Yucaipa Pulls Plug On The Five Winds Country Music Festival

Despite Yucaipa voters passage of Measure S, the one-percent sales tax override that was on the ballot in November, Yucaipa city officials are moving to cancel the Five Winds Country Music Festival scheduled for October 2025.
In making his pitch to Yucaipa’s voters to give approval to Measure S, the architect of that initiative, then-City Manager Chris Mann, said it would, among other things, preserve the city’s commitment to cultural events, a reference to performances at the city-owned-and-operated Yucaipa Performing Arts Center and other events such as the Five Winds Country Music Festival, which has been held on an annual basis since COVID restrictions ended.
In not so many words, Mann suggested that events such as the Five Winds Country Music Festival, which has been held, variously, at the Five Winds Ranch, located on properties spanning from 37186 Oak Glen Road to 37254 Oak Glen Road or at El Dorado Ranch Park, would continue to be held.
Those events are on occasion modestly subsidized by the city.
In the case of the Yucaipa Performing Arts Center, the venue generally turned a profit or broke even. In some cases, operations with regard to certain performances ran at a deficit.
In the case of the Five Winds County Music Festival, billed as a celebration and spectacle of music, dance, art, and community spirit, acts such as Chris Janson, Rodney Atkins, Adam Doleac, Frank Ray, Russell Dickerson, George Birge, Dillon Carmichael and Drew Baldridge performed.
Mann’s personal advocacy of Measure S and the sophisticated and in-depth public relations campaign he managed to promote the initiative was considered crucial to its passage by the city’s voters in November. Measure S passed, with 15,260 or 50.04 percent of the city’s 25,415 participating voters in support and 10,155 or 39.96 percent opposed. More than four years previously, in March 2020, Yucaipa’s voters had soundly defeated Measure E, which sought to impose a one-half cent per dollar or half of a percent sales tax on goods sold within the city, with 5,212 or 35.96 percent of the city’s 14,493 participating voters in favor of it and 9,281 or 64.04 percent opposed.
Measure E had been promoted by the city’s then-city manager, Ray Casey, who was pushed out by a city council majority composed of Justin Beaver, Bobby Duncan and Matt Garner in January 2023. Beaver, Duncan and Garner had replaced Casey with Mann. Controversy had ensured. Following the 2024 election cycle, Duncan and Garner are no longer in office.

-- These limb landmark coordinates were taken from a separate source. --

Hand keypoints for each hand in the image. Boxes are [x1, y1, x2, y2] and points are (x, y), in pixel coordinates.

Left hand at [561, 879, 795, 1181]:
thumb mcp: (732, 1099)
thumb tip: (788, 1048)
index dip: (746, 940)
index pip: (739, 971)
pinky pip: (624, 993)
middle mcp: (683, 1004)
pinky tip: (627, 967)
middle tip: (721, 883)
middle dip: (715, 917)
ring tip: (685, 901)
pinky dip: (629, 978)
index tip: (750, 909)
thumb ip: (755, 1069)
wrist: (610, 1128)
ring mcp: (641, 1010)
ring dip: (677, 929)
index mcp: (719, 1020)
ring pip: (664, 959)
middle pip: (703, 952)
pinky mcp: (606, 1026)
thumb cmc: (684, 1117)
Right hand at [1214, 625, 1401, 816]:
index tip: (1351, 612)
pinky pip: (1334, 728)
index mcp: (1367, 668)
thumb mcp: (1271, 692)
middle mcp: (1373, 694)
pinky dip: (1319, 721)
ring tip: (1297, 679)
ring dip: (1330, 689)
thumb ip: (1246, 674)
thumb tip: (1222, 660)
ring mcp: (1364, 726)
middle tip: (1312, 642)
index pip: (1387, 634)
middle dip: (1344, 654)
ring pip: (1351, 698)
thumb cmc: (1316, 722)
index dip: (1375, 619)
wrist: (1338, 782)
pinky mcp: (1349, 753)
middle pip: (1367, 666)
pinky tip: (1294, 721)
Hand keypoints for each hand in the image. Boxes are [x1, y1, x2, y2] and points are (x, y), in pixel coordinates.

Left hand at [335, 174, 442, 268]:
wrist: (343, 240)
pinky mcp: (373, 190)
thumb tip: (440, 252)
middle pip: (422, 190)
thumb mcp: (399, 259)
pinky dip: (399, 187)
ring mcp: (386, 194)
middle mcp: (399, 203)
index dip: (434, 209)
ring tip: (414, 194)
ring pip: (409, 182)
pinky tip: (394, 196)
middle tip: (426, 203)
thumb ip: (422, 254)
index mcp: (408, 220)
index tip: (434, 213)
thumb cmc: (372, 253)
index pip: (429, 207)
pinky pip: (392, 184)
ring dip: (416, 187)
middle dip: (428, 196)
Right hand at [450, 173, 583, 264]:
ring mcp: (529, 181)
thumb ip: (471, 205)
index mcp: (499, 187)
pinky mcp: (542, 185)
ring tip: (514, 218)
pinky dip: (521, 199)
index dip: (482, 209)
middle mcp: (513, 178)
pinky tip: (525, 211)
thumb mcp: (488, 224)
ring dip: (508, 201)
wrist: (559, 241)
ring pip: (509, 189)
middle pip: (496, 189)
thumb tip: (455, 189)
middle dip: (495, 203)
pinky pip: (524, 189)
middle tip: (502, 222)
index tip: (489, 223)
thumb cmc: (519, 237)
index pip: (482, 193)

Despite the city’s financial challenges having been redressed somewhat by the passage of Measure S, the current city council ruling majority, consisting of members Jon Thorp, Chris Venable and Bob Miller, last month moved to relieve Mann of his control over the city. In doing so, they provided him with a one-time $279,045 payout as well as the provision of one year of health benefits for him and his family as a severance settlement to induce him to leave without contesting what was in essence his termination.
With some minor financial support from the city, the Five Winds County Music Festival was scheduled to take place at the Five Winds Ranch in October.

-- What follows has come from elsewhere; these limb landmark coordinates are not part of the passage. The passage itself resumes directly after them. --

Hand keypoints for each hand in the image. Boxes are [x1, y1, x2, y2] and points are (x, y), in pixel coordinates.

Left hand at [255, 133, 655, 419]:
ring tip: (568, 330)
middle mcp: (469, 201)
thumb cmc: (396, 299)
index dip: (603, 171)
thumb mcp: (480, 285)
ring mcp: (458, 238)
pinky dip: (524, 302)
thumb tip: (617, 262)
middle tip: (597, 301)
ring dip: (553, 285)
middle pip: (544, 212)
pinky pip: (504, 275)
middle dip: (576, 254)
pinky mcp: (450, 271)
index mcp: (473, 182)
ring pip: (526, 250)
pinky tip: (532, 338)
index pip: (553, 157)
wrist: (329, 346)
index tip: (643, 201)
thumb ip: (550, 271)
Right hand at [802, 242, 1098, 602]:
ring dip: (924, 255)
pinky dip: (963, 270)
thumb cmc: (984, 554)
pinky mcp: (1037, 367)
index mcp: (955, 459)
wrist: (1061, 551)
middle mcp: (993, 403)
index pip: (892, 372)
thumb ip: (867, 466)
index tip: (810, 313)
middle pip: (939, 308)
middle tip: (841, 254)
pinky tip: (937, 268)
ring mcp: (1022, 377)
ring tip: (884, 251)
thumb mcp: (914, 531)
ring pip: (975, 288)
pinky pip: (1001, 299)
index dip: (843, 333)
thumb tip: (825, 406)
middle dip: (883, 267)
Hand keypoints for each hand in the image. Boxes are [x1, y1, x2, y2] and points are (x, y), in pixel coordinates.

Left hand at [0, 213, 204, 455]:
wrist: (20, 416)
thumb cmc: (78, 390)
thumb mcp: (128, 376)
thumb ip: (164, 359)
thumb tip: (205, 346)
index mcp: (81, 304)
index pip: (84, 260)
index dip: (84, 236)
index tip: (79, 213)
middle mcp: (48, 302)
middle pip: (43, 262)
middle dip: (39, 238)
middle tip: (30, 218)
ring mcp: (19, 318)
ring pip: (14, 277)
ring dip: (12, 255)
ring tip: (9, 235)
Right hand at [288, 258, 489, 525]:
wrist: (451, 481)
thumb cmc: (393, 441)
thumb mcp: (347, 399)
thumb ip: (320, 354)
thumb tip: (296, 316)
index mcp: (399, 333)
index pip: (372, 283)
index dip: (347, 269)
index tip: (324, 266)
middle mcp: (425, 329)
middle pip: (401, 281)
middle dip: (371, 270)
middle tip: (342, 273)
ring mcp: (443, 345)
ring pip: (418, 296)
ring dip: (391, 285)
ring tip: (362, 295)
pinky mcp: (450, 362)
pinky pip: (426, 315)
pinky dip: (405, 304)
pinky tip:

Word now comes that the city is withdrawing its support, meaning the event has been canceled.
Yesterday, April 3, the city posted that it needed to withdraw its sponsorship of the Five Winds Festival to avoid digging any deeper into the municipality’s nearly empty pockets.
On Instagram, the city announced, “We know fans will be disappointed, and this wasn’t an easy decision, but we’re committed to balancing the budget and protecting public safety.”
The announcement comes more than two years after the city agreed to pay out the $442,892.08 remainder of Casey’s contract through June 2024 – amounting to 17¾ months of pay at $299,420 per year – for him to depart peacefully following his replacement by Mann.
By doing away with the annual country music festival, the city says, Yucaipa will save some $60,000 and improve its fiscal health.
Some Yucaipans observed that if the city councils, as they were composed in 2023 and this year, had avoided having to pay Mann and Casey $721,937 for them not to work, Yucaipa will improve its fiscal health.